┌──

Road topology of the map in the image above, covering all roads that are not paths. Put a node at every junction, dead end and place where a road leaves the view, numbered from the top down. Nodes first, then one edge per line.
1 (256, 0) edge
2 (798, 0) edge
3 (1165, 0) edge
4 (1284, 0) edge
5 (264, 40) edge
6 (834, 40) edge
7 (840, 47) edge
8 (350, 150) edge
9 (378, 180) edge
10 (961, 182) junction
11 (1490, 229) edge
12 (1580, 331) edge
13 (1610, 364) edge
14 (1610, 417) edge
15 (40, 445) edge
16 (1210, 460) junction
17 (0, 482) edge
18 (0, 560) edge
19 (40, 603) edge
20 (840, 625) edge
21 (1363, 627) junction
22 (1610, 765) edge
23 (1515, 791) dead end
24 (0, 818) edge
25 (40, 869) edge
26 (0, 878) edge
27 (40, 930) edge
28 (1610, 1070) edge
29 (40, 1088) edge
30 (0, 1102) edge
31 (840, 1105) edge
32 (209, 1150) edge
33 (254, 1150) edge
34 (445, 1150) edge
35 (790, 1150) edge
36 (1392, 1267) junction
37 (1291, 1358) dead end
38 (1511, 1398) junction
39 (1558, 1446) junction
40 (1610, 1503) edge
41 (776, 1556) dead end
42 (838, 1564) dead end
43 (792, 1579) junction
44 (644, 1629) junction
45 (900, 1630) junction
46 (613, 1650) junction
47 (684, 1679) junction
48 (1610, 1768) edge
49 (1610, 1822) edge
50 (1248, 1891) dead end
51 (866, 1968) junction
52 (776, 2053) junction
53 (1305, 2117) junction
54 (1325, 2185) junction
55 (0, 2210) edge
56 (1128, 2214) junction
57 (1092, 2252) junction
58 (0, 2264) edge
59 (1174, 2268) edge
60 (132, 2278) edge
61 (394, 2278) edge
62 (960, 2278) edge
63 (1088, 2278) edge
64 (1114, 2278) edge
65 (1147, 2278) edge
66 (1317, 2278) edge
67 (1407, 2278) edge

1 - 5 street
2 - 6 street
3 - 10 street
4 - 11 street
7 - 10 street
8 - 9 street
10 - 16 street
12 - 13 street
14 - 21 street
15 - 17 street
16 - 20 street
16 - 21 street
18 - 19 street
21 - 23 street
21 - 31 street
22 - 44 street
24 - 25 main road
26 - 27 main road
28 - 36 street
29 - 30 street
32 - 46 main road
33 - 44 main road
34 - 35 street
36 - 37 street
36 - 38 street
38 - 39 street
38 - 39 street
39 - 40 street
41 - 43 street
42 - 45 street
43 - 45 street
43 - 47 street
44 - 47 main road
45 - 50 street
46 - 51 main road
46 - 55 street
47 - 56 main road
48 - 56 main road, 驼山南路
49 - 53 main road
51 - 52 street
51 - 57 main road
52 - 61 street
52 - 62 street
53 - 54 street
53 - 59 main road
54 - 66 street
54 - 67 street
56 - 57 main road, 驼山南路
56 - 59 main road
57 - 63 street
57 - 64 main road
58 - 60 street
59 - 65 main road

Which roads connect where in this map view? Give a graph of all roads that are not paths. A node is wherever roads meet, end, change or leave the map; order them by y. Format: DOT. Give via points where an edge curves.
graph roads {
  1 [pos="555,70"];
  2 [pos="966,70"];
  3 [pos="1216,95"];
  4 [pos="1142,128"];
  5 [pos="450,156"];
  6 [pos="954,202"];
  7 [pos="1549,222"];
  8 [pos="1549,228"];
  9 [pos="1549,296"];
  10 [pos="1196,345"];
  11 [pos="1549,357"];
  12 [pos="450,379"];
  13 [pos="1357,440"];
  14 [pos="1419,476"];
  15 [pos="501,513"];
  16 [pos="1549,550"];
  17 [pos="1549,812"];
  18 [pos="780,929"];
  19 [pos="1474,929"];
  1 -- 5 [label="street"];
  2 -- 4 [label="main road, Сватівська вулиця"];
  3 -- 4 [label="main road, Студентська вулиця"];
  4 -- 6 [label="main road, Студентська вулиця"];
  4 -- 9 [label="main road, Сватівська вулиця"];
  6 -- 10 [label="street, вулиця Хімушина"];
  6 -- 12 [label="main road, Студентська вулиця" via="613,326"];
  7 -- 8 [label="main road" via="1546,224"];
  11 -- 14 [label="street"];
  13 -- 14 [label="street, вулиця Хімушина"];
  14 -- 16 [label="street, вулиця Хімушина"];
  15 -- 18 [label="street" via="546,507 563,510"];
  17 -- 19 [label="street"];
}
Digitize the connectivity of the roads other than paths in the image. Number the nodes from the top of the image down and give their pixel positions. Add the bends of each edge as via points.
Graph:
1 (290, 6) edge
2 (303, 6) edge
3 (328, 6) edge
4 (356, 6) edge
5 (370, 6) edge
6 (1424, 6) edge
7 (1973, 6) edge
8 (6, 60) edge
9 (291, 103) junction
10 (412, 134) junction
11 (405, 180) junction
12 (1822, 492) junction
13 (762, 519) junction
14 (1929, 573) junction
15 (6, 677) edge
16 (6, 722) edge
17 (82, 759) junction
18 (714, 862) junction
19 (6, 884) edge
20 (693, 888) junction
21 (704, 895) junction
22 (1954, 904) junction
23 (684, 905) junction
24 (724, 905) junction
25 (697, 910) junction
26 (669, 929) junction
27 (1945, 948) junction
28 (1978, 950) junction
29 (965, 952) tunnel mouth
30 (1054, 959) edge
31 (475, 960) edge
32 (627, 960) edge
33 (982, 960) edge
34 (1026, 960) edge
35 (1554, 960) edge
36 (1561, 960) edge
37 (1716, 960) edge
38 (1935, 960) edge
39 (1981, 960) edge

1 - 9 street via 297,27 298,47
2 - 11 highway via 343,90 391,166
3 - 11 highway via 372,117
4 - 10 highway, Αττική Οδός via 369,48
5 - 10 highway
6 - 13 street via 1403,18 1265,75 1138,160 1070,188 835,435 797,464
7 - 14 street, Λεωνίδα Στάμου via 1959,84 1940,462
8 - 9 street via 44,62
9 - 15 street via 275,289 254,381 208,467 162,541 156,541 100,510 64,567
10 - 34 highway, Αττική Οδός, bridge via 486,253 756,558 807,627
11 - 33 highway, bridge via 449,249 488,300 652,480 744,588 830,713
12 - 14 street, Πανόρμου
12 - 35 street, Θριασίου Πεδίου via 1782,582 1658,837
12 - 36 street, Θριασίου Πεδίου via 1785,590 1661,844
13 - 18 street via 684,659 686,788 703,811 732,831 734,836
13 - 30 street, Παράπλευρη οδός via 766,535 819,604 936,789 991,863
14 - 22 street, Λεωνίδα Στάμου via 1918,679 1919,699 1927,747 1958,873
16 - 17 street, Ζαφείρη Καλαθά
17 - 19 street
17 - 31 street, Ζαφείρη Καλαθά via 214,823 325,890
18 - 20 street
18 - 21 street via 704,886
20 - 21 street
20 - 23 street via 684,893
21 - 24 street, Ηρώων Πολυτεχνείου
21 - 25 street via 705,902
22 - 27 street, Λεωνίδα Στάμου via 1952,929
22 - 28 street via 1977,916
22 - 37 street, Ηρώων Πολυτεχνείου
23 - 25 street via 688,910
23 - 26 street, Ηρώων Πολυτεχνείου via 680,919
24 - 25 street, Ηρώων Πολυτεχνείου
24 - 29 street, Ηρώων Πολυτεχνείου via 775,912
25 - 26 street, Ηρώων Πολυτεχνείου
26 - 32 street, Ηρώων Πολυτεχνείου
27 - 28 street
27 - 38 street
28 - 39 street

└──

#### [TASK DESCRIPTION]
Find every line in the records above that holds the word "Πολυτεχνείου", and copy each one.

#### [TASK RESULT]
21 - 24 street, Ηρώων Πολυτεχνείου
22 - 37 street, Ηρώων Πολυτεχνείου
23 - 26 street, Ηρώων Πολυτεχνείου via 680,919
24 - 25 street, Ηρώων Πολυτεχνείου
24 - 29 street, Ηρώων Πολυτεχνείου via 775,912
25 - 26 street, Ηρώων Πολυτεχνείου
26 - 32 street, Ηρώων Πολυτεχνείου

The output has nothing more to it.